I'm genuinely stuck. The Matrix S2S spec seems effectively unimplementable in its current state, with core functionality being undefined, which leaves me with only a few options:
1. Try to implement it anyway, and be chasing undefined behaviour and broken rooms for the next 5 years
2. Try to get all the holes in the spec resolved, which will probably take a decade at this pace, if it ever succeeds at all (and will burn me out, guaranteed)
3. Fork the protocol into something that's actually strictly specified, but this will fragment the ecosystem because of missing compatibility
4. Just give up on implementing a Matrix server. Take the (extremely rare for me) decision to just abandon this project entirely.
All of these options suck. I see no remaining solutions until the Matrix core/spec developers actually start prioritizing fixing the spec over other things.
Now what the hell do I do?
@joepie91 @ShadowJonathan I totally see your pain, though in this case forking seems very counter productive unless there is considerably large community ready to push the new effort forward.
Matrix itself will hit hard walls of their own doing unless those problems will get resolved. E.g. JSON serialization is a mess and the protocol will never work as intended between different implementations unless that stuff gets fixed.
So, in this case the best way forward would probably be fixing the spec and related documentation, or at least put as much effort to that as viable.
If you are to consider alternatives, then Simplex protocol might be worth checking out as well. Personally I haven’t read that spec, but few people seem to like it.
@jhulkko @ShadowJonathan@tech.lgbt I literally cannot fix the spec problems, because there is no way for me to know what goes in the missing bits - that information is locked up in the heads of the core developers.

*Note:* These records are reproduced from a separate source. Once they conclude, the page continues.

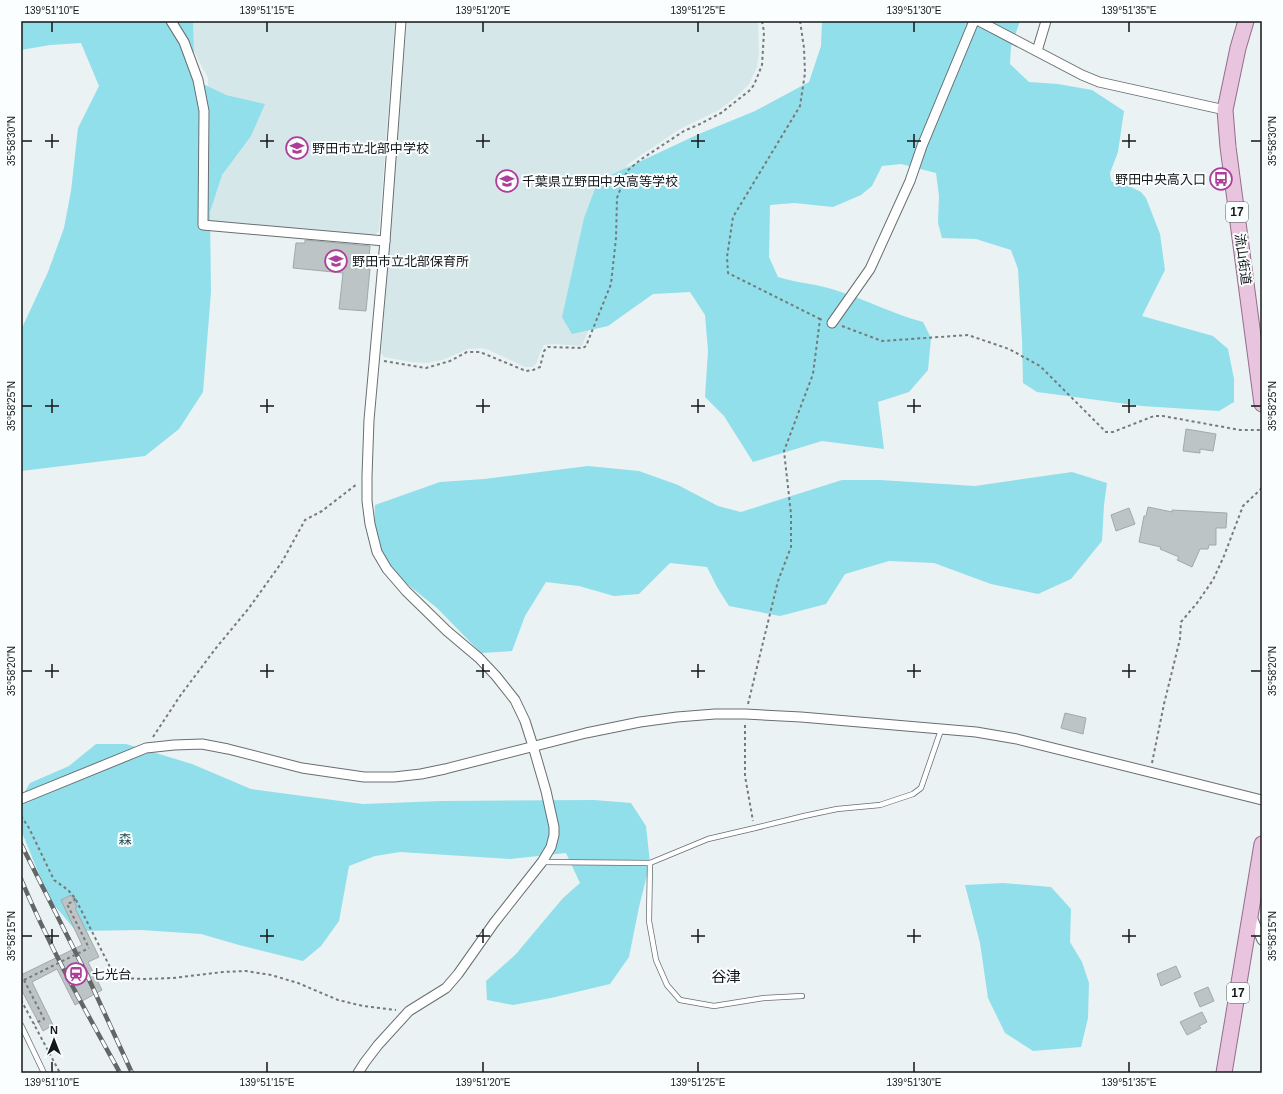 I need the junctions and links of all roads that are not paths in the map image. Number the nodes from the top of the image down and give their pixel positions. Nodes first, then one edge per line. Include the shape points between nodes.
1 (171, 21) edge
2 (401, 21) edge
3 (974, 21) edge
4 (979, 21) edge
5 (1046, 21) edge
6 (1246, 21) edge
7 (1037, 51) junction
8 (1225, 110) junction
9 (385, 241) junction
10 (832, 323) road end
11 (1262, 404) edge
12 (941, 730) junction
13 (533, 746) junction
14 (21, 799) edge
15 (1262, 800) edge
16 (1262, 844) edge
17 (542, 862) junction
18 (650, 863) junction
19 (1251, 914) junction
20 (1262, 940) edge
21 (802, 996) dead end
22 (21, 1024) edge
23 (44, 1073) edge
24 (358, 1073) edge
25 (1224, 1073) edge

1 - 9 street via 184,42 198,80 204,111 204,225
2 - 9 street
3 - 10 street via 910,181 870,269
4 - 7 street
5 - 7 street
6 - 8 main road, 流山街道 / 17
7 - 8 street via 1099,82
8 - 11 main road, 流山街道 / 17
9 - 13 street via 369,420 367,476 370,524 377,552 406,592 496,676 515,700 526,722
12 - 13 street via 745,714 640,722
12 - 15 street via 976,732 1017,739
12 - 18 lane via 921,788 913,794 880,805 824,812 708,838
13 - 14 street via 421,774 364,777 318,770 202,744 174,745 146,748
13 - 17 street via 554,827 551,847
16 - 19 main road, 17
17 - 18 lane
17 - 24 street via 446,988 409,1011
18 - 21 lane via 649,921 656,960 667,985 680,1000 714,1006 764,998
19 - 20 street
19 - 25 main road, 17
22 - 23 lane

And I've already put a ton of work towards filing issues and figuring things out etc., and it's just not sustainable - there's insufficient proactive cooperation from core devs to actually get anywhere.
@joepie91 @ShadowJonathan That might actually be a problem related to the complexity of the overall system, to a degree that some parts of the spec just feel too daunting to touch for about anyone involved.

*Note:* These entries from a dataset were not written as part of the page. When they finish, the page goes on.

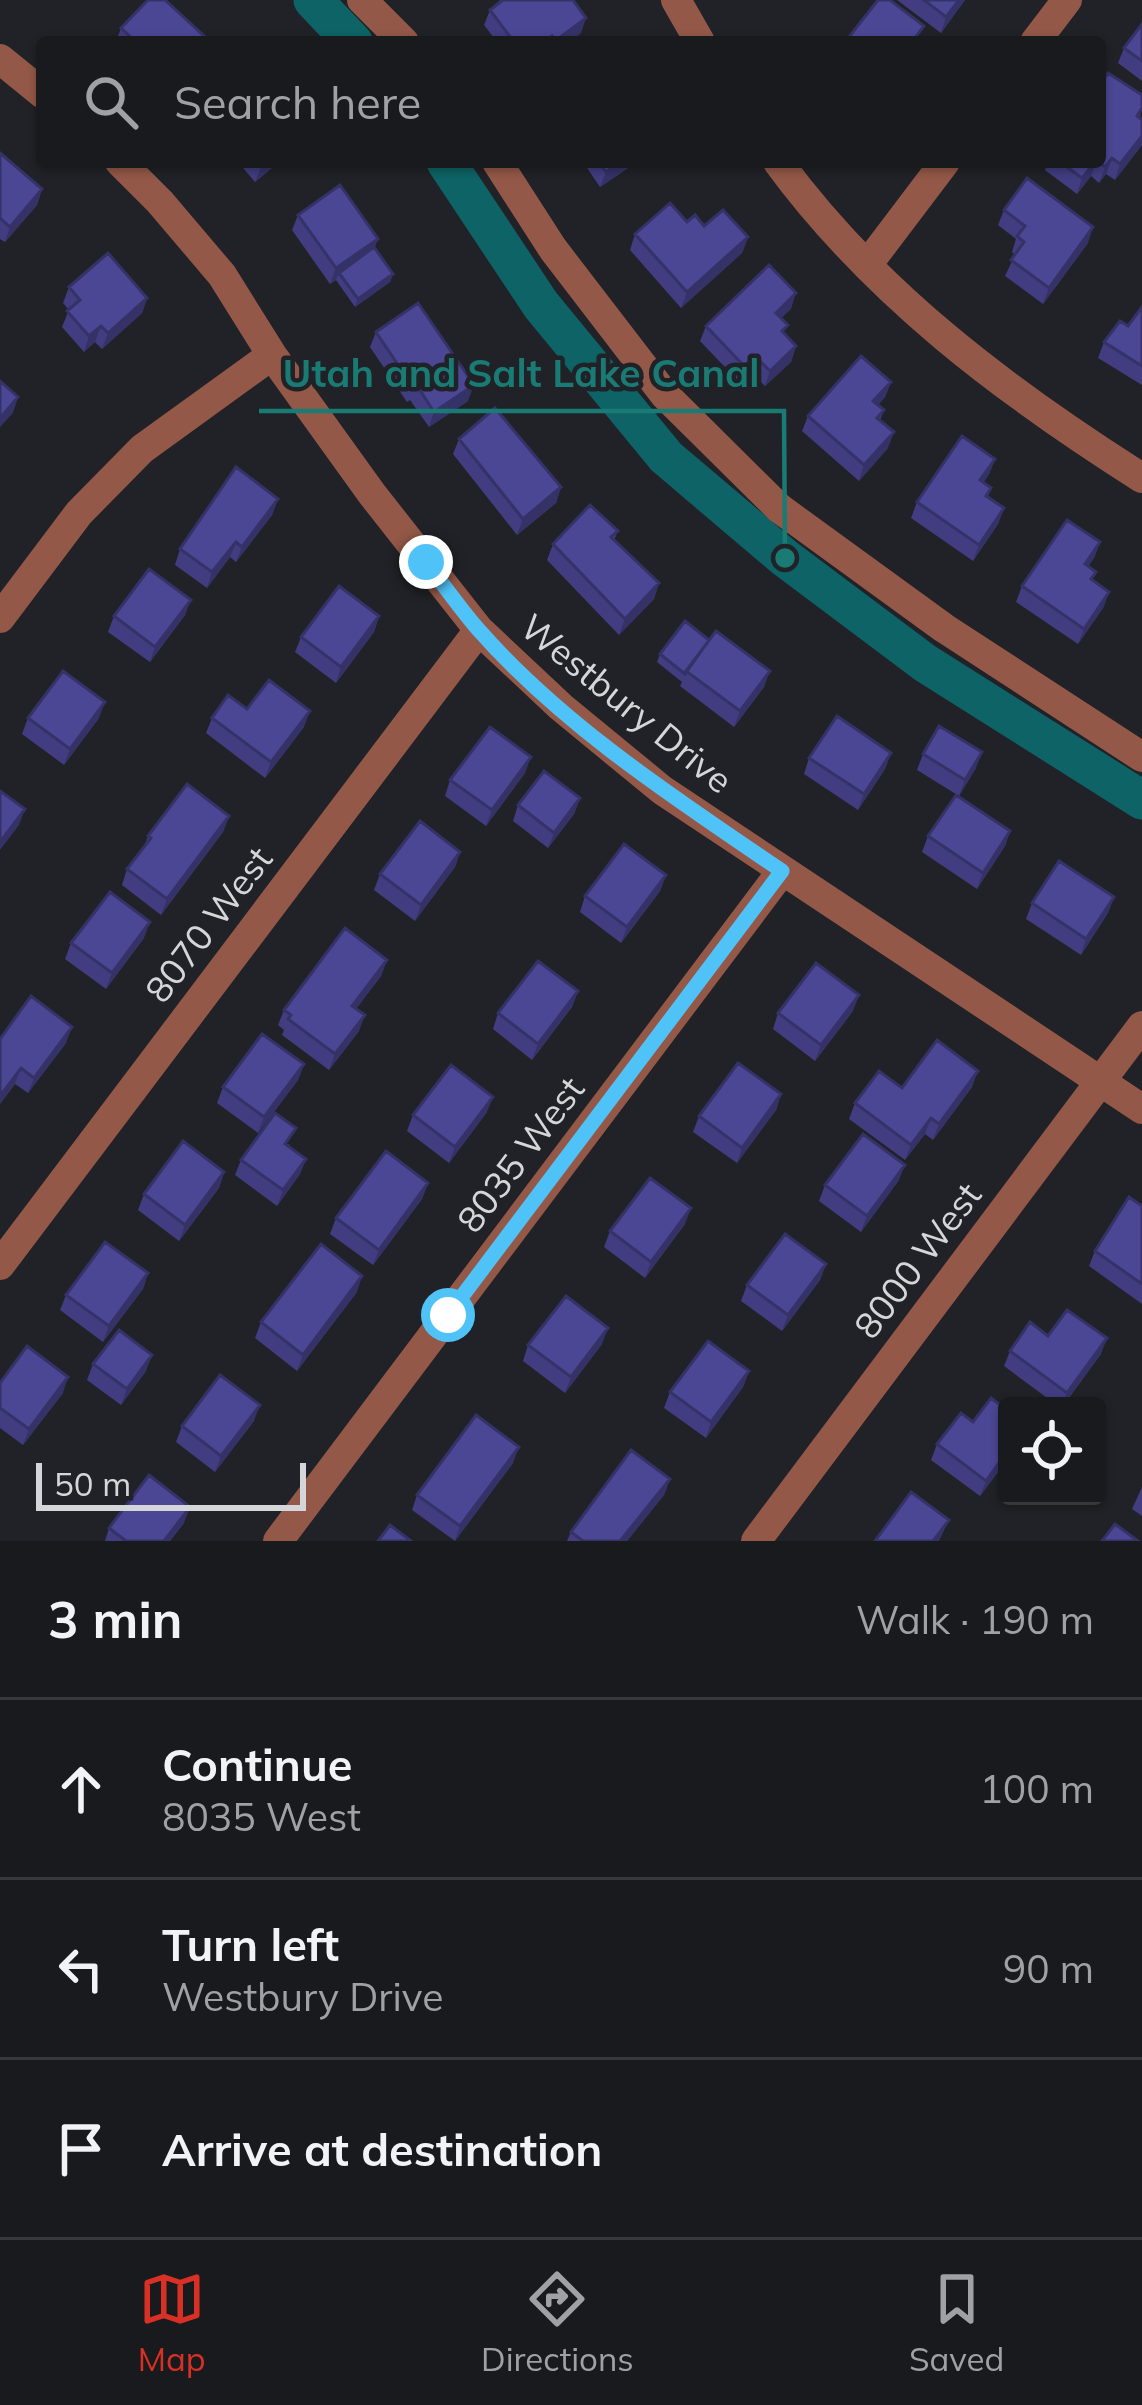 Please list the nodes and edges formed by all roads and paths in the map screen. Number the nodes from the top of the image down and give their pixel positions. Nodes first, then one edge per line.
1 (362, 0) edge
2 (676, 0) edge
3 (1067, 0) edge
4 (398, 36) edge
5 (697, 36) edge
6 (1040, 36) edge
7 (0, 59) edge
8 (36, 88) edge
9 (126, 168) edge
10 (501, 168) edge
11 (782, 168) edge
12 (940, 168) edge
13 (867, 266) junction
14 (272, 355) junction
15 (1142, 478) edge
16 (5, 599) edge
17 (479, 630) junction
18 (1142, 758) edge
19 (782, 871) junction
20 (1142, 1026) edge
21 (1101, 1080) junction
22 (1142, 1109) edge
23 (0, 1265) edge
24 (278, 1541) edge
25 (756, 1541) edge

1 - 4 street
2 - 5 street
3 - 6 street
7 - 8 street
9 - 14 street, Westbury Drive
10 - 18 street
11 - 13 street
12 - 13 street
13 - 15 street
14 - 16 street
14 - 17 street, Westbury Drive
17 - 19 street, Westbury Drive
17 - 23 street, 8070 West
19 - 21 street, Westbury Drive
19 - 24 street, 8035 West
20 - 21 street, 8000 West
21 - 22 street, Westbury Drive
21 - 25 street, 8000 West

Neil tried to push that kind of core spec changes forward from within the organisation, but could not get anything forward despite his efforts.
I would assume solving the problems in a way that provides reasonable migration path, and having a preliminary implementation to show viability would be needed to push such changes forward.
Matrix protocol kind of has ”technical debt” in some of its core parts and specs that is hard to justify repairing due to effort and breakage required. Until it will be too painful not to. And currently that pain is only suffered by community projects and the Dendrite devs. Synapse has no problem to remain compatible with itself, and that pain is not really visible there.
@jhulkko @ShadowJonathan@tech.lgbt If this is the case, and "we just don't know how most of the protocol works, and we can't justify fixing it" is accepted in core as the status quo...
Then I have to ask, by what definition is this an open protocol?
@jhulkko @ShadowJonathan@tech.lgbt Is it actually open *in practice*, though, if implementing the spec does not result in a compatible implementation? (Which it definitely will not, this is well-established)
Like, Microsoft got (rightly) raked over the coals for publishing an "open" document format for Office and then immediately deviating from that in their own implementation, making all *real-world* Office documents incompatible with spec implementations. This was concluded to not be a true open standard.
Aside from the intentions, what's the material difference with this situation as it stands?
@jhulkko @ShadowJonathan@tech.lgbt (And if I'm being honest, I think this is almost entirely a problem of prioritization - the handful of people who *could* do this job are all busy doing things that many others could be doing, instead of the things that only they can do...)
@jhulkko @ShadowJonathan@tech.lgbt As for "blocking core spec work" - I have made suggestions for procedural improvements in the past, but these were shot down.
Ultimately this all hinges on the core team; tasks need to be done that other people simply *cannot* do, because of institutional knowledge (about the design rationale, missing bits, etc.). This knowledge needs to be made available.
Until that happens, I don't see how any amount of community contributions could possibly fix this issue, because nobody actually knows how it's *supposed* to work.